The Docker Datacenter Container as a Service (CaaS) platform delivers a secure, managed application environment for developers to build, ship, and run enterprise applications and custom business processes. This CaaS solution often requires storage across the different phases of the Software Delivery Supply Chain.
A variety of storage solutions exist for enterprise use, and a rapidly growing container ecosystem continues to provide many more storage solutions for future consideration. The growing ecosystem of new storage options combined with a need to utilize existing storage essentially brings forth the critical requirement that storage must be highly adaptable and configurable to achieve the optimal platform for containerized workloads.
The Docker Datacenter CaaS platform provides a default prescriptive storage configuration ‘out of the box.’ This allows consumers to begin building, shipping, and running containerized applications quickly.
However, and perhaps most importantly, Docker Datacenter CaaS provides a pluggable “batteries included, but replaceable” architecture that allows for the implementation and configuration of storage solutions that best meet your requirements across the entire Software Delivery Supply Chain. This pluggable architecture approach for implementing storage of choice also includes the ability to interchange other critical enterprise infrastructure services in a pluggable fashion such as networking, logging, authentication, authorization, and monitoring.
Docker separates storage use cases within Docker Datacenter CaaS into three categories:
Docker image run storage (graph drivers)
Storage used for reading image filesystem layers from a running container state typically require IOPS and other read/write intensive operations, which leads to performance being a key storage service metric. These higher performance disk metrics often have higher costs and reduced scalability, so features such as redundancy or resiliency are sometimes traded off to manage the storage economics.
Persistent data container storage (volumes)
Containers often require persistent storage for using, capturing, or saving data beyond the container life cycle. Utilizing volume storage is best to keep data for future use or permit shared consumption by other containers or services. The many volume storage solutions available provide features such as high availability, performance, sharing, and reliable read/write filesystem protocols that are supported by Docker, OS vendors, and storage vendors.
Registry "at rest" image storage (registry)
When images are stored at rest on disk for cataloging and e-discovery purposes (as is the case for Docker Trusted Registry), key storage service metrics will likely revolve around scalability, costs, redundancy, and resiliency. In the case of DTR, acute attention will likely be toward lower cost per terabyte and higher scalability Lower IOPS and perhaps fewer filesystem protocols are often traded out in exchange for lower costs.

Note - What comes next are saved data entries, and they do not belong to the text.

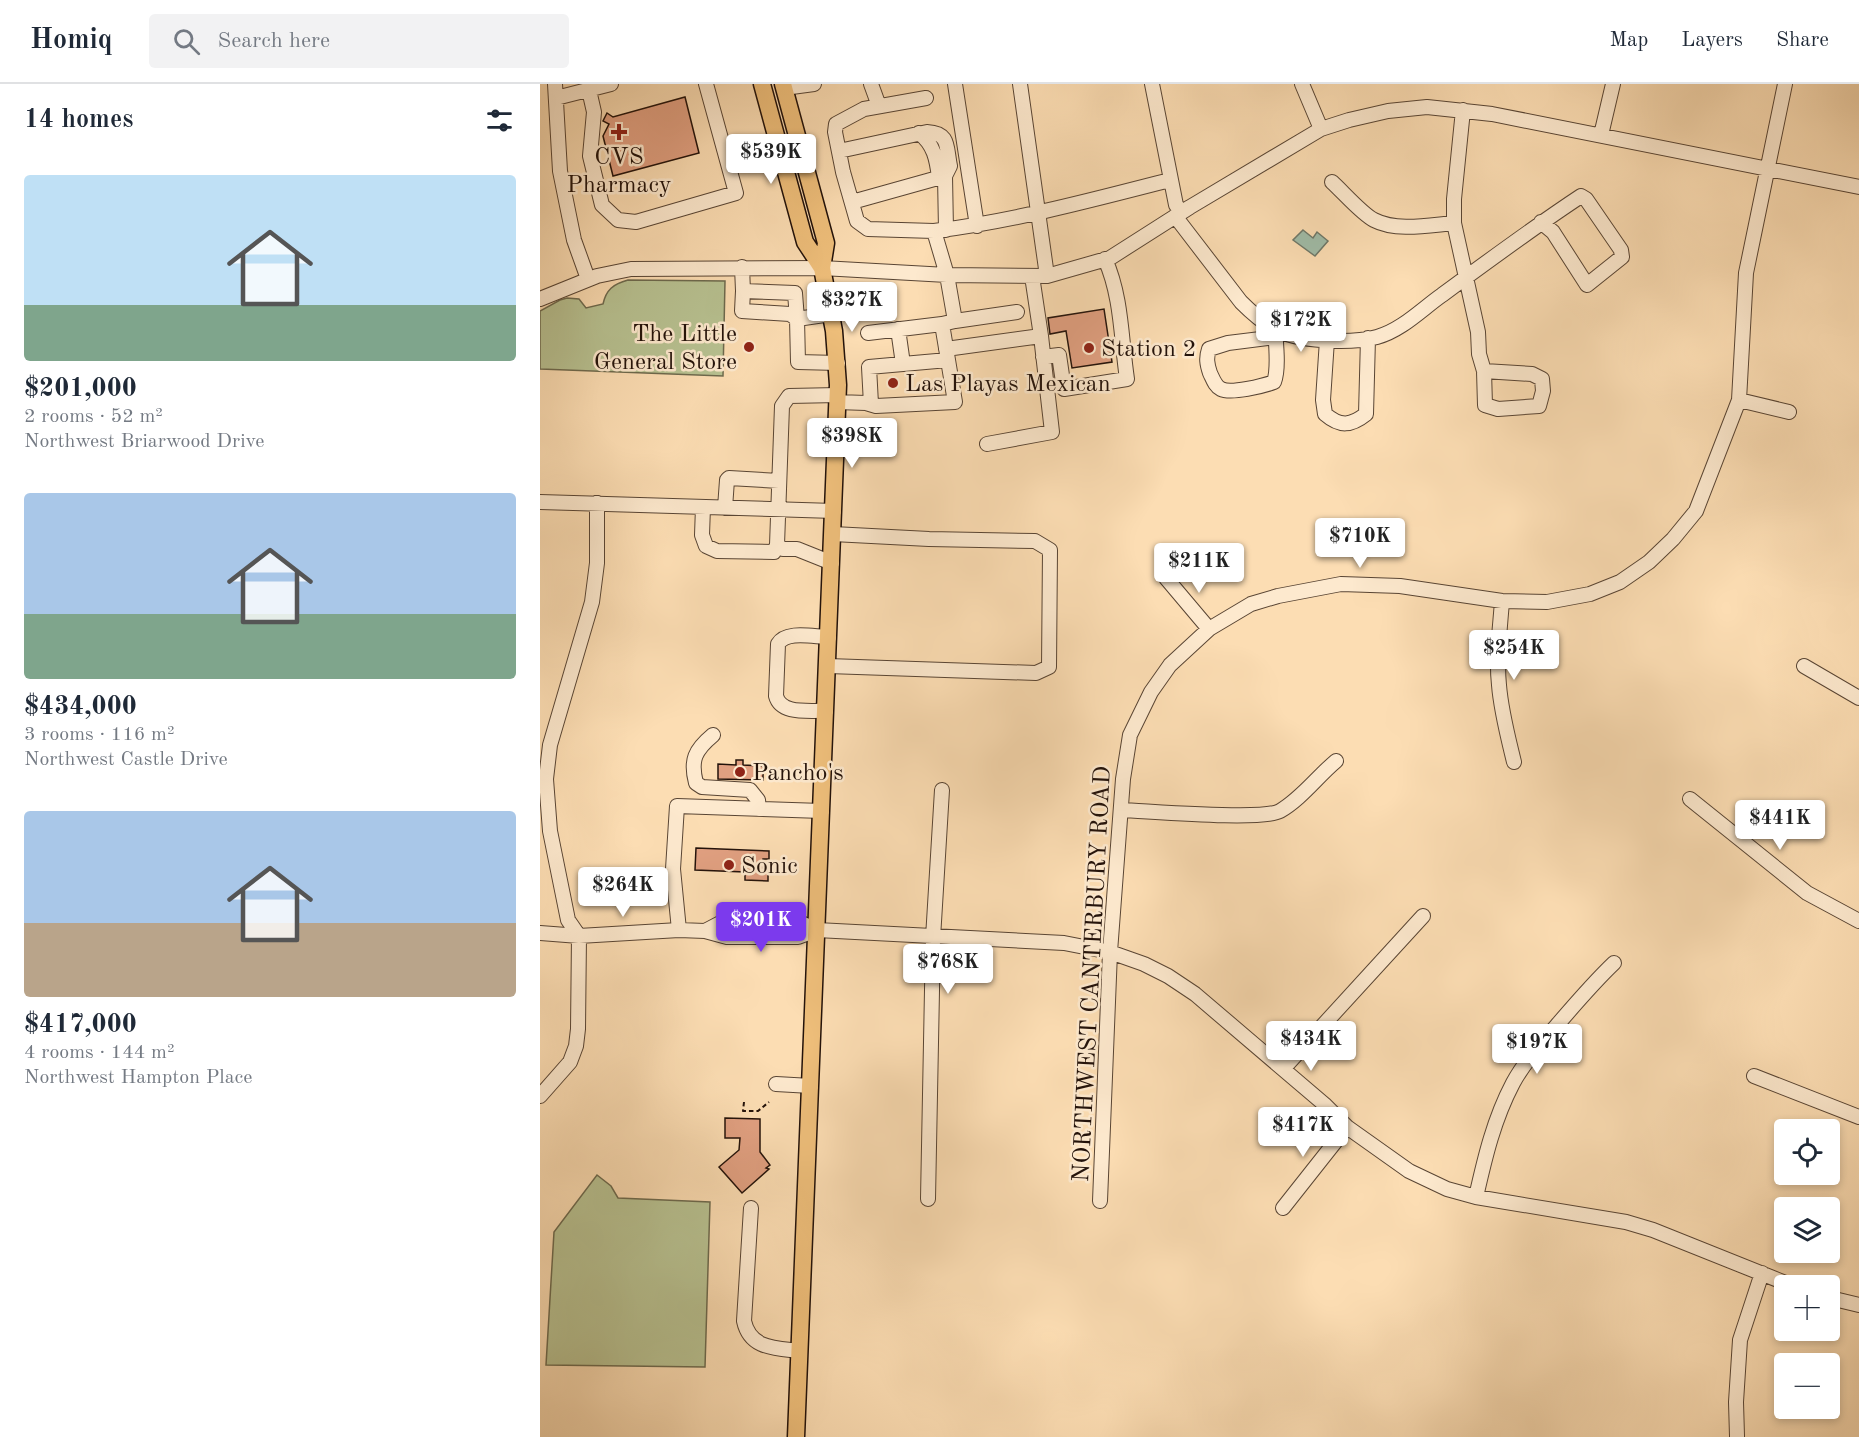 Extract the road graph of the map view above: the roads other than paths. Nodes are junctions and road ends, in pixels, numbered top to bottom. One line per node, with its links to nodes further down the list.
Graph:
1 (611, 84): 13 (street)
2 (706, 84): 13 (street)
3 (762, 84): 35 (main road)
4 (814, 84): 12 (street)
5 (871, 84): 16 (street)
6 (956, 84): 31 (street)
7 (1020, 84): 27 (street)
8 (1152, 84): 23 (street)
9 (1302, 84): 18 (street)
10 (1614, 84): 19 (street)
11 (1785, 84): 21 (street, NORTHWEST CANTERBURY ROAD)
12 (783, 86): 35 (main road)
13 (589, 90): 14 (street)
14 (556, 91): 40 (street)
15 (926, 98): 16 (street)
16 (879, 106): 20 (street)
17 (1463, 110): 18 (street); 19 (street); 30 (street)
18 (1321, 129): 28 (street)
19 (1601, 135): 21 (street)
20 (839, 152): 22 (street); 26 (street)
21 (1768, 168): 25 (street); 59 (street, NORTHWEST CANTERBURY ROAD)
22 (942, 177): 26 (street); 32 (street)
23 (1170, 180): 27 (street); 28 (street)
24 (1332, 182): 30 (street)
25 (1859, 187)
26 (852, 202): 32 (street)
27 (1038, 214): 31 (street); 38 (street)
28 (1179, 214): 33 (street); 49 (street)
29 (1541, 222): 29 (street); 39 (street)
30 (1454, 223): 39 (street)
31 (977, 226): 32 (street)
32 (940, 230): 36 (street)
33 (1105, 259): 38 (street); 54 (street)
34 (741, 267): 35 (street); 40 (street); 41 (street)
35 (822, 268): 36 (street); 44 (main road)
36 (947, 275): 37 (street); 46 (street)
37 (1032, 276): 38 (street); 50 (street)
38 (1047, 276)
39 (1466, 278): 51 (street); 57 (street)
40 (588, 279): 42 (street)
41 (742, 291): 45 (street); 45 (street)
42 (540, 299)
43 (1017, 312): 46 (street)
44 (831, 314): 45 (street); 55 (main road)
45 (797, 319): 55 (street)
46 (948, 322): 47 (street); 53 (street)
47 (898, 329): 48 (street); 56 (street)
48 (868, 333)
49 (1275, 333): 49 (street); 52 (street)
50 (1041, 336): 53 (street); 54 (street)
51 (1368, 338): 52 (street); 52 (street)
52 (1327, 340)
53 (947, 355): 56 (street); 60 (street)
54 (1043, 357): 62 (street)
55 (838, 363): 58 (main road)
56 (903, 364): 60 (street)
57 (1484, 371): 57 (street)
58 (838, 399): 60 (street); 63 (street); 69 (main road)
59 (1739, 400): 61 (street); 74 (street, NORTHWEST CANTERBURY ROAD)
60 (871, 404)
61 (1789, 412)
62 (987, 444)
63 (779, 481): 67 (street); 68 (street)
64 (540, 501): 65 (street)
65 (597, 503): 66 (street); 94 (street)
66 (703, 507): 67 (street); 71 (street)
67 (725, 508): 68 (street)
68 (778, 509): 69 (street); 71 (street)
69 (834, 511): 70 (main road)
70 (833, 534): 72 (main road); 77 (street)
71 (777, 546): 72 (street)
72 (832, 563): 76 (main road)
73 (1166, 578): 75 (street)
74 (1502, 601): 75 (street, NORTHWEST CANTERBURY ROAD); 83 (street)
75 (1209, 630): 87 (street, NORTHWEST CANTERBURY ROAD)
76 (829, 637): 77 (main road); 80 (street)
77 (828, 666): 80 (main road)
78 (1804, 666): 79 (street)
79 (1859, 698)
80 (826, 711): 88 (main road)
81 (713, 735): 86 (street)
82 (1335, 761): 87 (street)
83 (1514, 762)
84 (942, 790): 95 (street)
85 (1690, 799): 90 (street)
86 (759, 809): 88 (street); 91 (street)
87 (1122, 810): 96 (street, NORTHWEST CANTERBURY ROAD)
88 (822, 811): 92 (main road)
89 (1423, 916): 98 (street)
90 (1859, 921)
91 (679, 930): 92 (street); 94 (street)
92 (817, 930): 95 (street); 101 (main road)
93 (540, 933): 94 (street)
94 (579, 936): 102 (street)
95 (933, 938): 96 (street); 106 (street)
96 (1110, 952): 98 (street); 107 (street, NORTHWEST CANTERBURY ROAD)
97 (1614, 963): 105 (street)
98 (1283, 1069): 104 (street)
99 (1754, 1076): 103 (street)
100 (776, 1084): 101 (street)
101 (811, 1086): 114 (main road)
102 (540, 1096)
103 (1859, 1117)
104 (1347, 1127): 105 (street); 109 (street)
105 (1476, 1197): 110 (street)
106 (928, 1199)
107 (1100, 1201)
108 (751, 1208): 114 (street)
109 (1283, 1208)
110 (1762, 1273): 111 (street); 115 (street)
111 (1774, 1278)
112 (1840, 1300): 113 (street)
113 (1859, 1305)
114 (799, 1351): 116 (main road)
115 (1737, 1436)
116 (796, 1437)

Each storage tier has specific storage requirements to achieve expected service levels across the different stages of the Software Delivery Supply Chain of a Docker Datacenter CaaS platform. Speed, scalability, high availability, recoverability, and costs are just a few of the many storage metrics that can help determine the optimal storage choice for each phase where storage is consumed.
This document will explore each of these three distinct storage tiers — graph driver storage, volume storage, and registry storage — in further detail.
Graph Driver Storage
On each Docker Datacenter CaaS host, graph drivers interface local storage with Docker Engine. Performance is almost always considered the key metric for graph driver storage. OS support and resiliency are almost always required as well.
Graph drivers must be able to act as a local registry to store and retrieve copies of image layers that make up full images. Graph drivers also act as a caching mechanism to improve storage efficiency and download times for images within the local registry. They provides a Copy on Write (CoW) filesystem which is appended to a set of read-only image layers that constitute a running container. In acceptable IO time frames, graph drivers must also be able to reliably read into memory the sets of image layers that make a running container on Docker Engine. Graph drivers arguably are the workhorse of all storage used within a Docker Datacenter CaaS. Choosing an incorrect graph driver or misconfiguration can significantly impact expected service levels of the entire Software Delivery Supply Chain.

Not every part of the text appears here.